[RECORDS PROVIDED]
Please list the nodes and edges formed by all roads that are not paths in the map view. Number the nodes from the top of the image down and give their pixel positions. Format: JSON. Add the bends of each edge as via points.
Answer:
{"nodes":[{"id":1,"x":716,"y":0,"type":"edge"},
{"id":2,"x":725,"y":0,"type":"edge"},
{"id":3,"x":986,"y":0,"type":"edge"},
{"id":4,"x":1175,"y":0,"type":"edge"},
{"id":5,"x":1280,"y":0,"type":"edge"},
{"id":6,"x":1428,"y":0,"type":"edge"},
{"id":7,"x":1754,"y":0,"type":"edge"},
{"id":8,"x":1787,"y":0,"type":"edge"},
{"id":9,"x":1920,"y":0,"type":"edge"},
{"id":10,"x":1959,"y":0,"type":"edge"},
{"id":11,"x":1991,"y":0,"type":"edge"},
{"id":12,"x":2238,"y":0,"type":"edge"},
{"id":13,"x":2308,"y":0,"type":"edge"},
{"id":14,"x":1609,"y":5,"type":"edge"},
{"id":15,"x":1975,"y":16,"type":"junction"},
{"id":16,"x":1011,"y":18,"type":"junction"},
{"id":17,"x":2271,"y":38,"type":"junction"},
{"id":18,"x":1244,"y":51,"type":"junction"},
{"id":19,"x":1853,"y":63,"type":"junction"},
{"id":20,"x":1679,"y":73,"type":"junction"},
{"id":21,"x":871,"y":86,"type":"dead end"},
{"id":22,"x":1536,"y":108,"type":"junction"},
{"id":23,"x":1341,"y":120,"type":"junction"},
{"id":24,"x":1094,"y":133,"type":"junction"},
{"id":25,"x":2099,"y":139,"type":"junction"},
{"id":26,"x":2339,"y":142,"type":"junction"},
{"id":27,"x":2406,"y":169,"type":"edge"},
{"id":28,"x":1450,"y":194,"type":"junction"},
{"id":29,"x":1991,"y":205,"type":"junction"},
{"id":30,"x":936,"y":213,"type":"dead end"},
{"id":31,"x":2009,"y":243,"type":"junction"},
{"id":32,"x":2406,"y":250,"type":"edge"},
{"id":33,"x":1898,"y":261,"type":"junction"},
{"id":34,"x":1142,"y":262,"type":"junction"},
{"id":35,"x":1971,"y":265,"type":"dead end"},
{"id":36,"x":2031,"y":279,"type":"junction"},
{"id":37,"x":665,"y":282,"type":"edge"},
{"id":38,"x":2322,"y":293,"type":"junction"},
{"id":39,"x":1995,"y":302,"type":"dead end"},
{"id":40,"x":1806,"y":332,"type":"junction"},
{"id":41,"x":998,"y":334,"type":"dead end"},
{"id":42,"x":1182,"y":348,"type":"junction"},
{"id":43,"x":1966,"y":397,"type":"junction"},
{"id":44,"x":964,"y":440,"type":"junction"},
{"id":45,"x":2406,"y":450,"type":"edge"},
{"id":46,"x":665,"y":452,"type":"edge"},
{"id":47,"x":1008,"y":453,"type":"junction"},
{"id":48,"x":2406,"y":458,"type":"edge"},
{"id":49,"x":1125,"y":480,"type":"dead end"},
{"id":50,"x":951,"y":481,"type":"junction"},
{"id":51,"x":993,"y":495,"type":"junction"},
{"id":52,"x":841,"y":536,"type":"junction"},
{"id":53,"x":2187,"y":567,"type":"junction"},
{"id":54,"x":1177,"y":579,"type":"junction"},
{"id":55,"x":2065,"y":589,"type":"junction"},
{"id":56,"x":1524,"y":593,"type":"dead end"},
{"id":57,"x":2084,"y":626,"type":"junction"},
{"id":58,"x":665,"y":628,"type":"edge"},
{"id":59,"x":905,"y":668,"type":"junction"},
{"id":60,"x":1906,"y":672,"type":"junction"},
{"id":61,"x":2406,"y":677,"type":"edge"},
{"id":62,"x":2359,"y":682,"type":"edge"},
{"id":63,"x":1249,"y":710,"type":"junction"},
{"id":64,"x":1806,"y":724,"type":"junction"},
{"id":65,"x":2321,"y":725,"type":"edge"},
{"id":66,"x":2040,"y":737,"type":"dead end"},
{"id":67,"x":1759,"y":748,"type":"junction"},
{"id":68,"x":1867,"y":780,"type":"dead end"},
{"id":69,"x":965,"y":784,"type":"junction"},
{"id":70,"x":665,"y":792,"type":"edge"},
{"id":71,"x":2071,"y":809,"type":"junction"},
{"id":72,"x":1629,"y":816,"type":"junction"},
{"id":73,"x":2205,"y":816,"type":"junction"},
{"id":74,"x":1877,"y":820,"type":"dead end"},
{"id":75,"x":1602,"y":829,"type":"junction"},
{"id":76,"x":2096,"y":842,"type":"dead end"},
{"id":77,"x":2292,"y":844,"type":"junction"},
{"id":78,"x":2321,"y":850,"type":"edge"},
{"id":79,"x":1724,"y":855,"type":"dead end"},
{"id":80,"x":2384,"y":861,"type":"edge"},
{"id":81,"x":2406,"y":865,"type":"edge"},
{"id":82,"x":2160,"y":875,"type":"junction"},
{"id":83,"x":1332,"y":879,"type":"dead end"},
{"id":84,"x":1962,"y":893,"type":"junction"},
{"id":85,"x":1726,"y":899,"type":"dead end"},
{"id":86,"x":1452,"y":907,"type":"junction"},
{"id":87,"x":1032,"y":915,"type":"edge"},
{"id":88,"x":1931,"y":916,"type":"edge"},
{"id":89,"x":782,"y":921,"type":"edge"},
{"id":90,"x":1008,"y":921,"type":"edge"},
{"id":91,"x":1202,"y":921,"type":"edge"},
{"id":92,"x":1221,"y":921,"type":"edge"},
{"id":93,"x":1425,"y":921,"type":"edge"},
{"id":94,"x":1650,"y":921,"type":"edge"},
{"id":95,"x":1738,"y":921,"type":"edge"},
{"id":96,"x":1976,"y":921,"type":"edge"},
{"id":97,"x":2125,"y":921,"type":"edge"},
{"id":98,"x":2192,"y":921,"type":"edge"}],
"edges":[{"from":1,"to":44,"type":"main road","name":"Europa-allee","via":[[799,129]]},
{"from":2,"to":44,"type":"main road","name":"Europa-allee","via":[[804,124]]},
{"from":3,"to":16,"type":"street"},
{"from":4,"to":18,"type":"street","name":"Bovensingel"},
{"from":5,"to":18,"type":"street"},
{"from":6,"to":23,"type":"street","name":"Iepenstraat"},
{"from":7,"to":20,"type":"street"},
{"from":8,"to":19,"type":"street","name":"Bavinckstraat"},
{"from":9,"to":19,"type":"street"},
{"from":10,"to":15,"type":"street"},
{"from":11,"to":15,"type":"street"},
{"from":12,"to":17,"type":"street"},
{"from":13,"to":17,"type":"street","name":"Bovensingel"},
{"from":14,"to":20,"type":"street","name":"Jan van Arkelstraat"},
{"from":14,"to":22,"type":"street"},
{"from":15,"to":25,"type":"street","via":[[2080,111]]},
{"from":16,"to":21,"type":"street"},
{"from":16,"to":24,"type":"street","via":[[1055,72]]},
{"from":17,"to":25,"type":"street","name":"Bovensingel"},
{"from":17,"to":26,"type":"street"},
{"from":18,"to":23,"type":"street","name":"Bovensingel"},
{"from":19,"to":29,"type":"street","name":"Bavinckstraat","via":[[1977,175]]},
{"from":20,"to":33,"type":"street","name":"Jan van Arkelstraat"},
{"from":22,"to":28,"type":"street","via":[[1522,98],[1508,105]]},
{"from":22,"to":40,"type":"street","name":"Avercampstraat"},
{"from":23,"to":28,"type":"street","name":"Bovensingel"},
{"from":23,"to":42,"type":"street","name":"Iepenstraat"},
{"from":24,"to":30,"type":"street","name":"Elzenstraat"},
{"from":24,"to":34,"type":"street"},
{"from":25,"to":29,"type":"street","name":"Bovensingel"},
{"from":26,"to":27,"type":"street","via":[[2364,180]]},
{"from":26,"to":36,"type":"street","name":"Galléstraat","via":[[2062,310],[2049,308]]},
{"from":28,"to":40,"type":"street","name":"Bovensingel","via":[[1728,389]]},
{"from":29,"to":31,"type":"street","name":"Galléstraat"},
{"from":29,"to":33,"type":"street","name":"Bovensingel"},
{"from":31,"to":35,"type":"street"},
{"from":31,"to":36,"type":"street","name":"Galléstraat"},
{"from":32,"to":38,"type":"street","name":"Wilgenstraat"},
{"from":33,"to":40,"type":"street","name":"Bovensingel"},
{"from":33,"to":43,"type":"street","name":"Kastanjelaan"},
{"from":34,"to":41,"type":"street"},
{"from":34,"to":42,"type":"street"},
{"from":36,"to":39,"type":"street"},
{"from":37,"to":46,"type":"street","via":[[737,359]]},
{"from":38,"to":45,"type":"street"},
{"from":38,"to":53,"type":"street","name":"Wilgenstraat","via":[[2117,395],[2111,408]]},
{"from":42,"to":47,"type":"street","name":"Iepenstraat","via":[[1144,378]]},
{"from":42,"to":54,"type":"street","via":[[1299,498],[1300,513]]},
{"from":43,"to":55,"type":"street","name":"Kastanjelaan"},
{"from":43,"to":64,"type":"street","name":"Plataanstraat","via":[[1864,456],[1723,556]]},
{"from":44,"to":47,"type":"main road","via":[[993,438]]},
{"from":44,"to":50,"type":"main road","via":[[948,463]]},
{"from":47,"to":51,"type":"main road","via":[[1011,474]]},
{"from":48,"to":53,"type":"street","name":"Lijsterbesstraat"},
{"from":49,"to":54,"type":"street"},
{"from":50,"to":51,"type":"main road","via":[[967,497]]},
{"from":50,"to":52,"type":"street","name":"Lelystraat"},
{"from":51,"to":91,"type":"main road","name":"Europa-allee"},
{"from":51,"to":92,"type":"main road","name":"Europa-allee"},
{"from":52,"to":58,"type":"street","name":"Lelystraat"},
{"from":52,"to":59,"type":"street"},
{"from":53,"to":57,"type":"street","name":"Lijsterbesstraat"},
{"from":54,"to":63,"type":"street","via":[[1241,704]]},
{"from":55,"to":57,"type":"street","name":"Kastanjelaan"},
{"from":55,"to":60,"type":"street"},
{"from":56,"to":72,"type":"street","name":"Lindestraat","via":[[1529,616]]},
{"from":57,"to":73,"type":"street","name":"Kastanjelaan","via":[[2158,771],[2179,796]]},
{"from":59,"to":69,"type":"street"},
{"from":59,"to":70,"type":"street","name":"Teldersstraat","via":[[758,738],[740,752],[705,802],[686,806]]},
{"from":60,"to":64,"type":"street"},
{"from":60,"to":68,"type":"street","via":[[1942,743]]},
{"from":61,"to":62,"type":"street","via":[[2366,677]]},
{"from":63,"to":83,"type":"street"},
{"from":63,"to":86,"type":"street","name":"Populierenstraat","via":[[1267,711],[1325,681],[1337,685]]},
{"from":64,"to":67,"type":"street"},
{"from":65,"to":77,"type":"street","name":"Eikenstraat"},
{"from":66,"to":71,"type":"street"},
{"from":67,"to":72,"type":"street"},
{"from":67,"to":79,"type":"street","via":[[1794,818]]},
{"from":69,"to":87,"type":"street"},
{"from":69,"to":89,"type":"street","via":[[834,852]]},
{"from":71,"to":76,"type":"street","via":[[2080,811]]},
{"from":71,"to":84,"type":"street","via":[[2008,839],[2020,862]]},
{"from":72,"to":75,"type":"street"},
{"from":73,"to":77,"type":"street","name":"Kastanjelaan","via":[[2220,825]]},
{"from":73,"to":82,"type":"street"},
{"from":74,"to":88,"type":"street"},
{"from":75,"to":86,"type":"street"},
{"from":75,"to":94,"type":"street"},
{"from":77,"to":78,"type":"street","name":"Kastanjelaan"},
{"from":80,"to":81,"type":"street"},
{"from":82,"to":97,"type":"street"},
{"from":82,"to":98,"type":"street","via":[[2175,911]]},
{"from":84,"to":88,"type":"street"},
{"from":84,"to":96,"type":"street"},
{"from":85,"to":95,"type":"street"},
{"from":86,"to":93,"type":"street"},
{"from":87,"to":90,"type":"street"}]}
[/RECORDS PROVIDED]
**ASSIGNMENT**
Search the entries for the word "Europa" and copy every line that holds it.

**TASK SOLUTION**
"edges":[{"from":1,"to":44,"type":"main road","name":"Europa-allee","via":[[799,129]]},
{"from":2,"to":44,"type":"main road","name":"Europa-allee","via":[[804,124]]},
{"from":51,"to":91,"type":"main road","name":"Europa-allee"},
{"from":51,"to":92,"type":"main road","name":"Europa-allee"},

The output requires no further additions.